The dark eyebrows rose, and she could have sworn there was almost something vaguely reminiscent of a courtly but mocking bow in the way he moved his arm.

‘By my guest,’ he offered, picking a piece of toast off the plate, and leaning back against the wall, ignoring her.

There was just no way she was going to get out of bed with him standing there, eating her toast, Campion decided grimly.

She had no doubt that he was simply amusing himself at her expense, pretending not to know how much she detested being forced into such intimacy with him.

She moved angrily, her hair swirling into tousled curls. Out of the corner of her eye, she saw Guy tense, and then, to her surprise, he said abruptly, ‘I’d better go and check on the boiler.’

He’d gone without even finishing his toast, she realised a few seconds later, as she stared at the door he had closed after him.

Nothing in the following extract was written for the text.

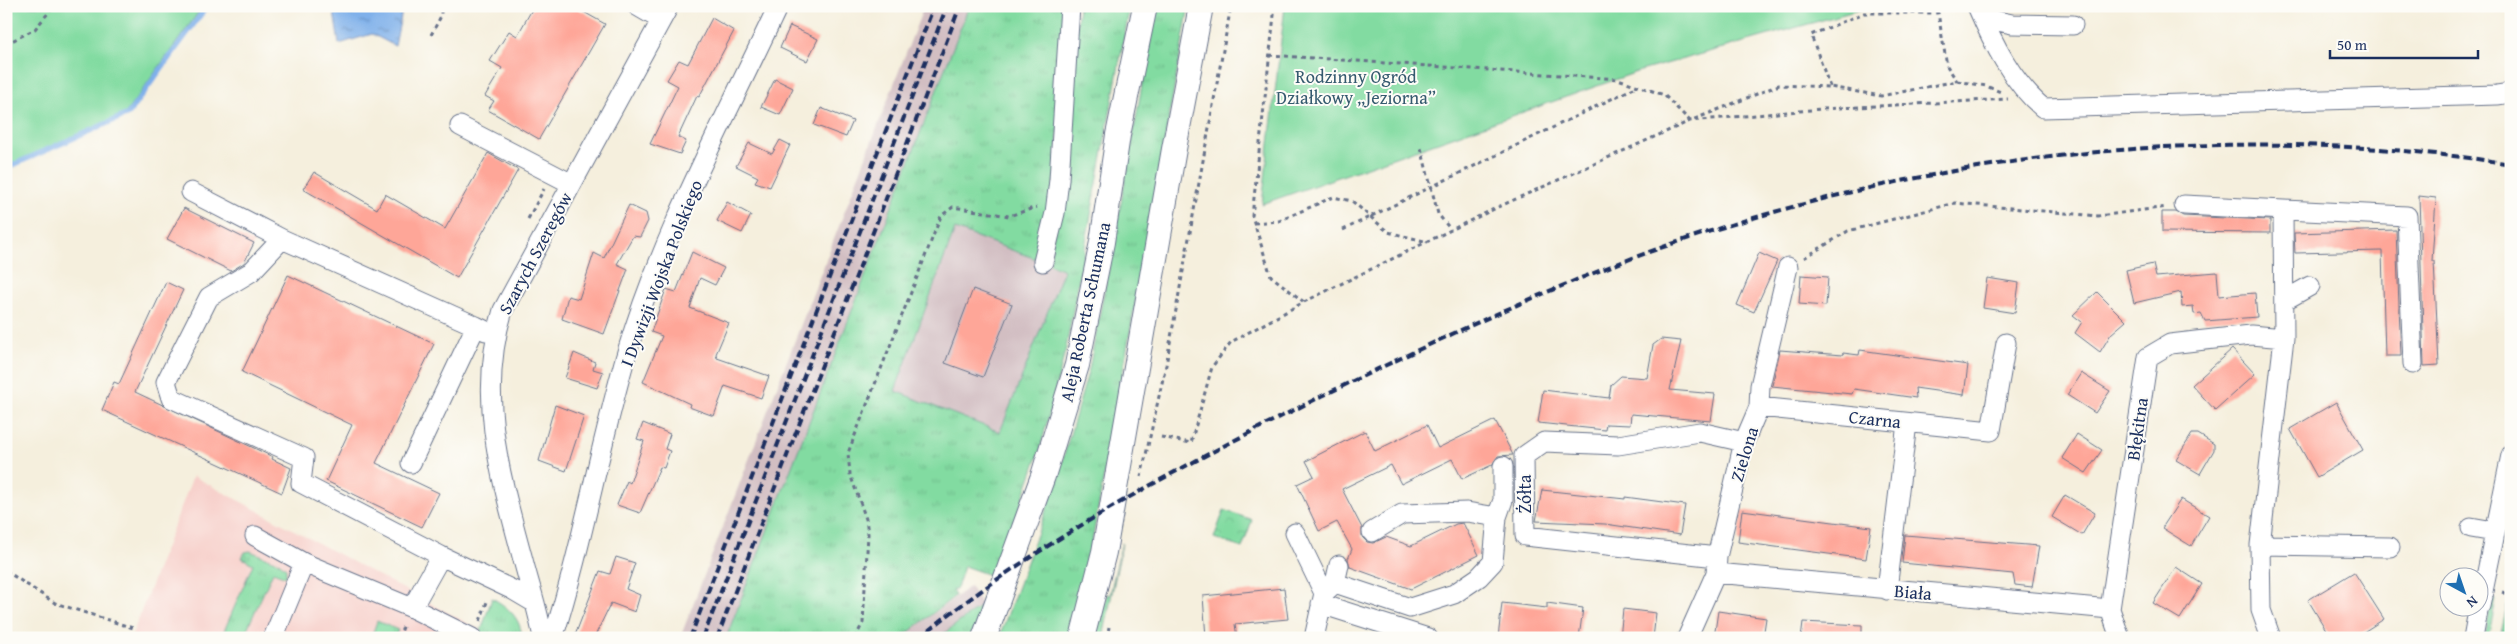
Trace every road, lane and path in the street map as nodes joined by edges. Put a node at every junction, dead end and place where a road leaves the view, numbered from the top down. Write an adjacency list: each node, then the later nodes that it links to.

An odd feeling crept over her, a sense of loss, combined with a far more familiar feeling of acute self-disgust. Under the bedclothes, her body started to shake and she closed her eyes tightly, trying to ward off her own thoughts.

She knew quite well what had brought that look to Guy’s eyes, why he had been so anxious to get out of the room. He had looked at her and had been repulsed by her, just as Craig had been, as every man who looked at her must be, she admitted bleakly.

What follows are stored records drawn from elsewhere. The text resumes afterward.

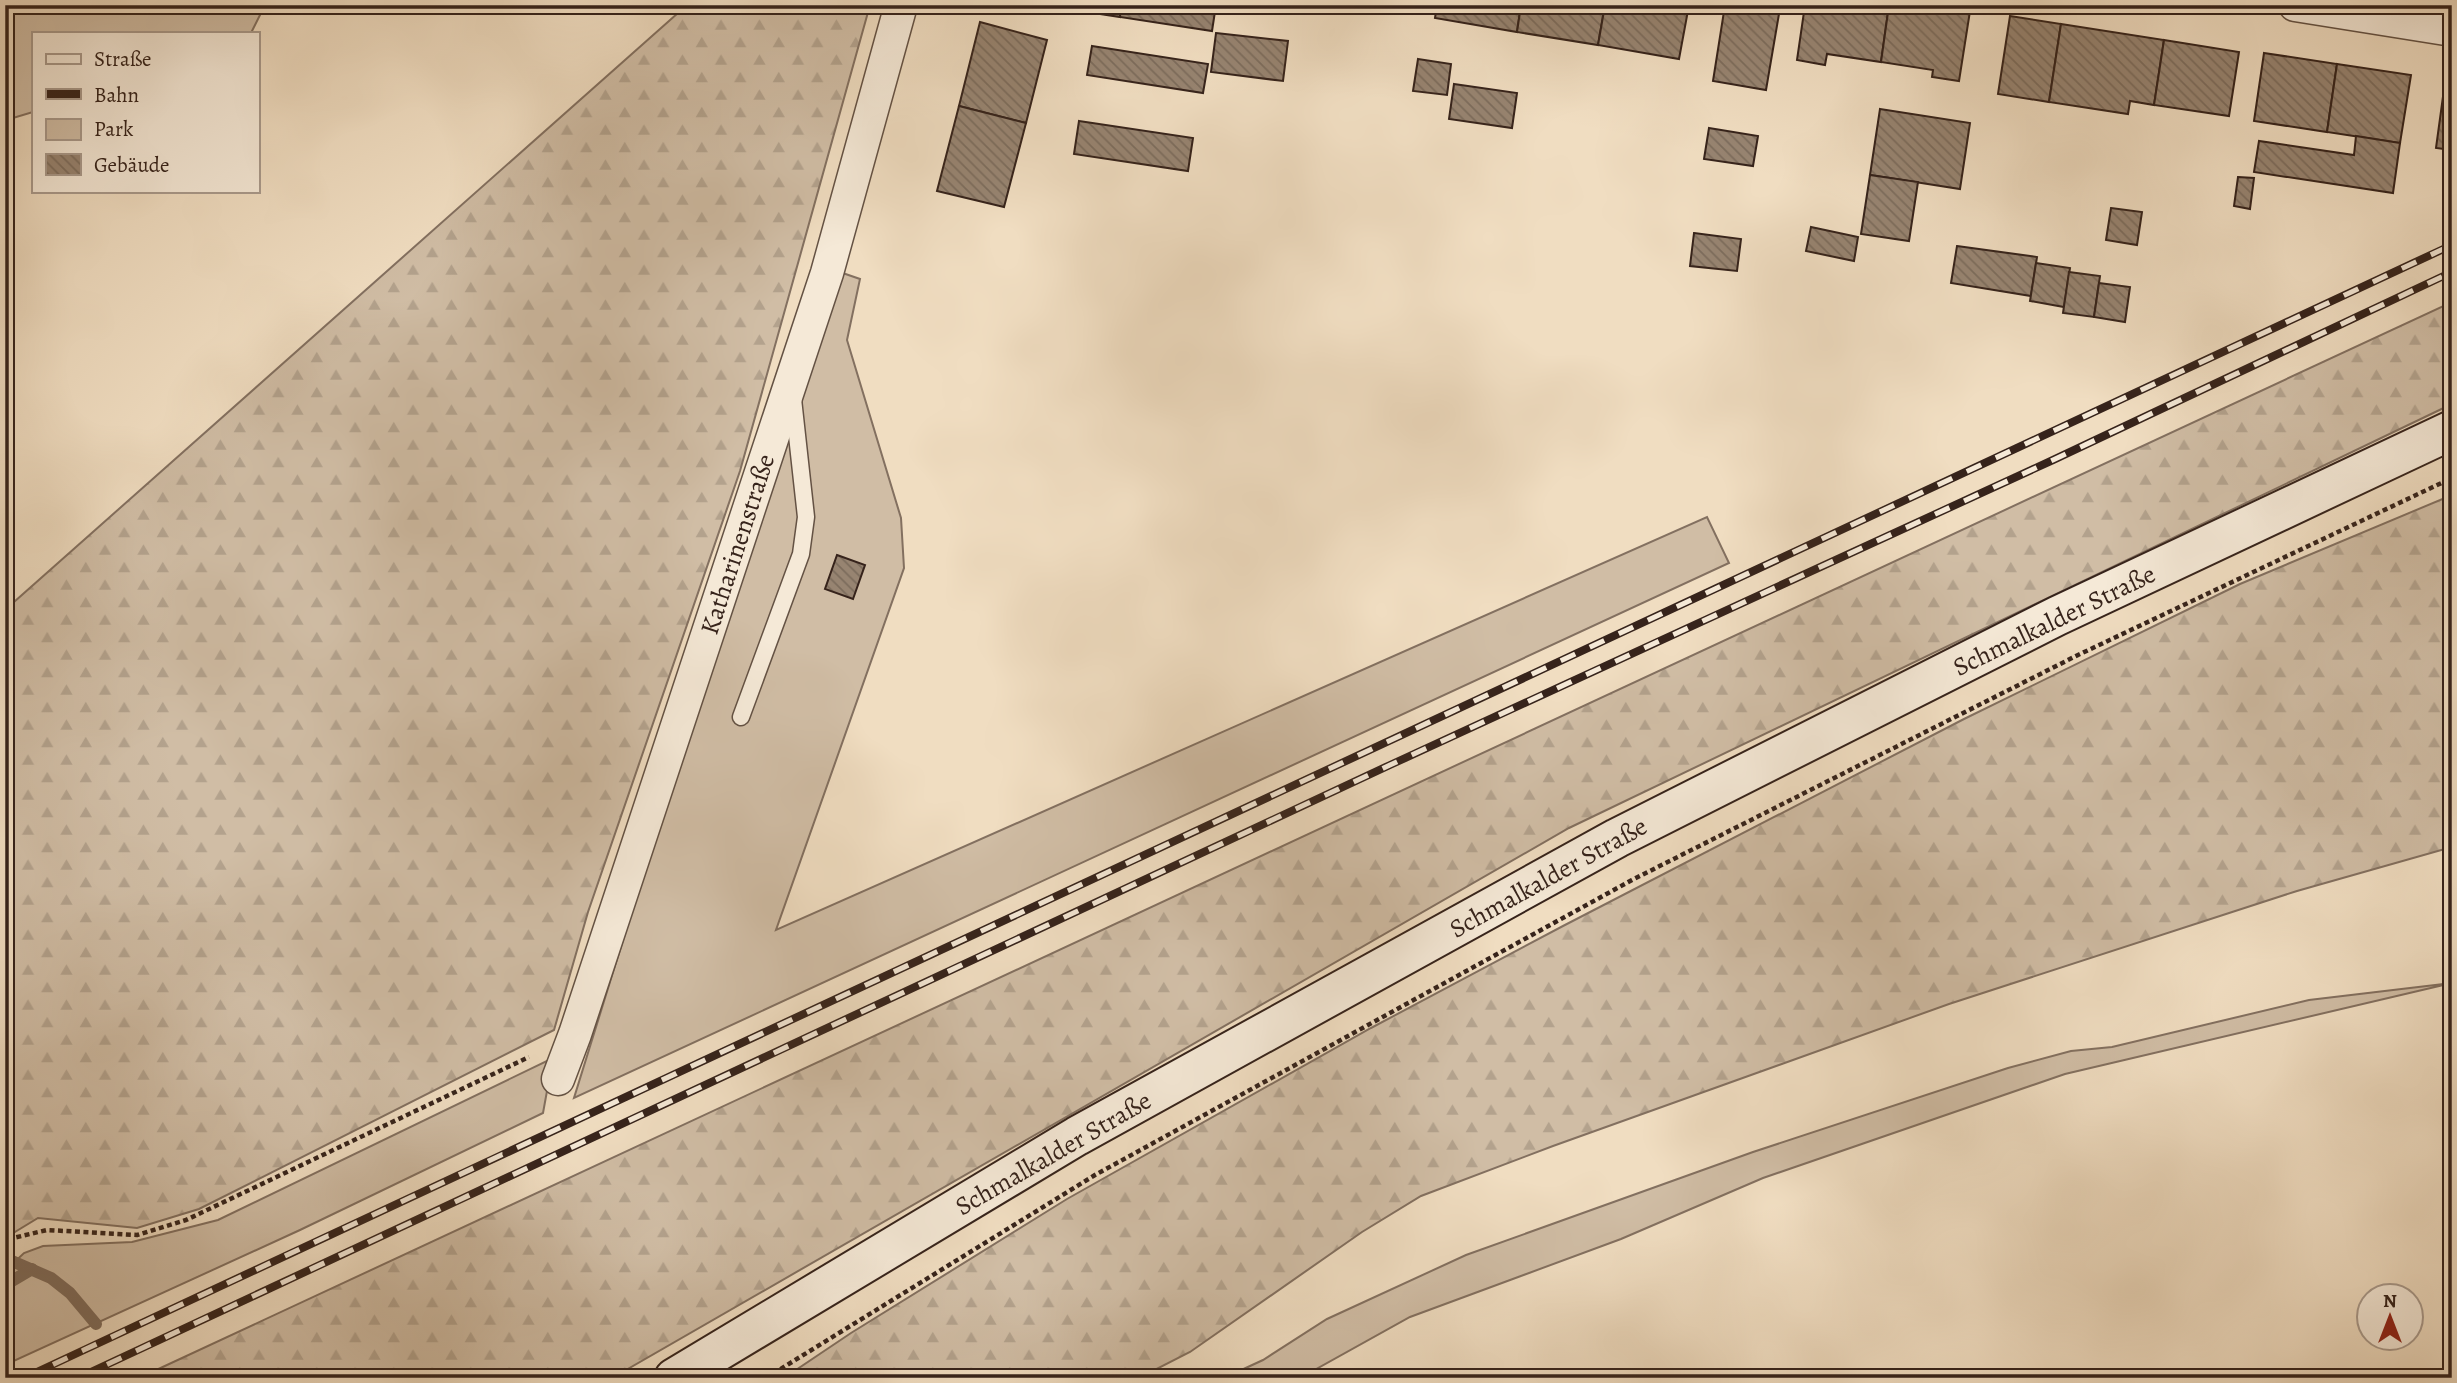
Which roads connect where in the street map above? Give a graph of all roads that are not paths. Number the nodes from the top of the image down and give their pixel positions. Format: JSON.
{"nodes":[{"id":1,"x":901,"y":5,"type":"edge"},
{"id":2,"x":2295,"y":5,"type":"edge"},
{"id":3,"x":2452,"y":30,"type":"edge"},
{"id":4,"x":791,"y":380,"type":"junction"},
{"id":5,"x":2452,"y":430,"type":"edge"},
{"id":6,"x":741,"y":717,"type":"dead end"},
{"id":7,"x":558,"y":1079,"type":"dead end"},
{"id":8,"x":674,"y":1378,"type":"edge"}],
"edges":[{"from":1,"to":4,"type":"street","name":"Katharinenstraße"},
{"from":2,"to":3,"type":"street"},
{"from":4,"to":6,"type":"lane"},
{"from":4,"to":7,"type":"street","name":"Katharinenstraße"},
{"from":5,"to":8,"type":"main road","name":"Schmalkalder Straße"}]}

What was the point in letting herself be hurt by it? Surely, by now, she was used to the truth? Surely she had taught herself to accept that men found her undesirable, that it was revulsion rather than arousal they experienced when they looked at her?

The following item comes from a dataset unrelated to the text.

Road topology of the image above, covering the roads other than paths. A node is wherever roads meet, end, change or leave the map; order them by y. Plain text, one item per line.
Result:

Craig had made it clear enough all those years ago. The only way he had been able to make love to her, he had said, had been by closing his eyes and pretending she was someone else, and even then … Even then it had only been the thought of her parents’ wealth that had enabled him to go through with it.

Even now, those words still had the power to wound her, to scour her soul and destroy her self-confidence. It was no use telling herself she was a successful writer, that she had a good and fulfilling life, that many, many people would envy her; all she had to do was to remember Craig’s words, to recall how Guy had just looked at her, and she was that same sick, shaking teenager whose eyes had been so cruelly opened to exactly how unattractive she actually was.

Was it any wonder she couldn’t give her heroine the confidence to go out and choose her own lover, that she couldn’t flesh out the sensual, physical side of Lynsey’s nature? There, she had admitted it. She swallowed hard. She had admitted that Guy was right, and that she couldn’t finish the book.

Panic filled her as she fought to deny her own thoughts. It wasn’t true. She would finish it … There must be another way, and she would find it.

Suddenly she remembered her dream. In her dream, she had felt Lynsey’s emotions: her anger, her desperation, her resentment towards the man who had stopped her from going to her cousin. If she could just hold on to those memories … If she could just get them down on paper … Suddenly her doubts were subdued, her mind busy trying to work out how best she could use the avenue opened up to her by her dream.

She washed and dressed hurriedly, pulling out of her bag her clean underwear, and then frowning. No clean bra … She must have left it in her flat on the bed, and the rest of her underwear was in the case in the boot of her car. She eyed the one she had been wearing the previous day with distaste.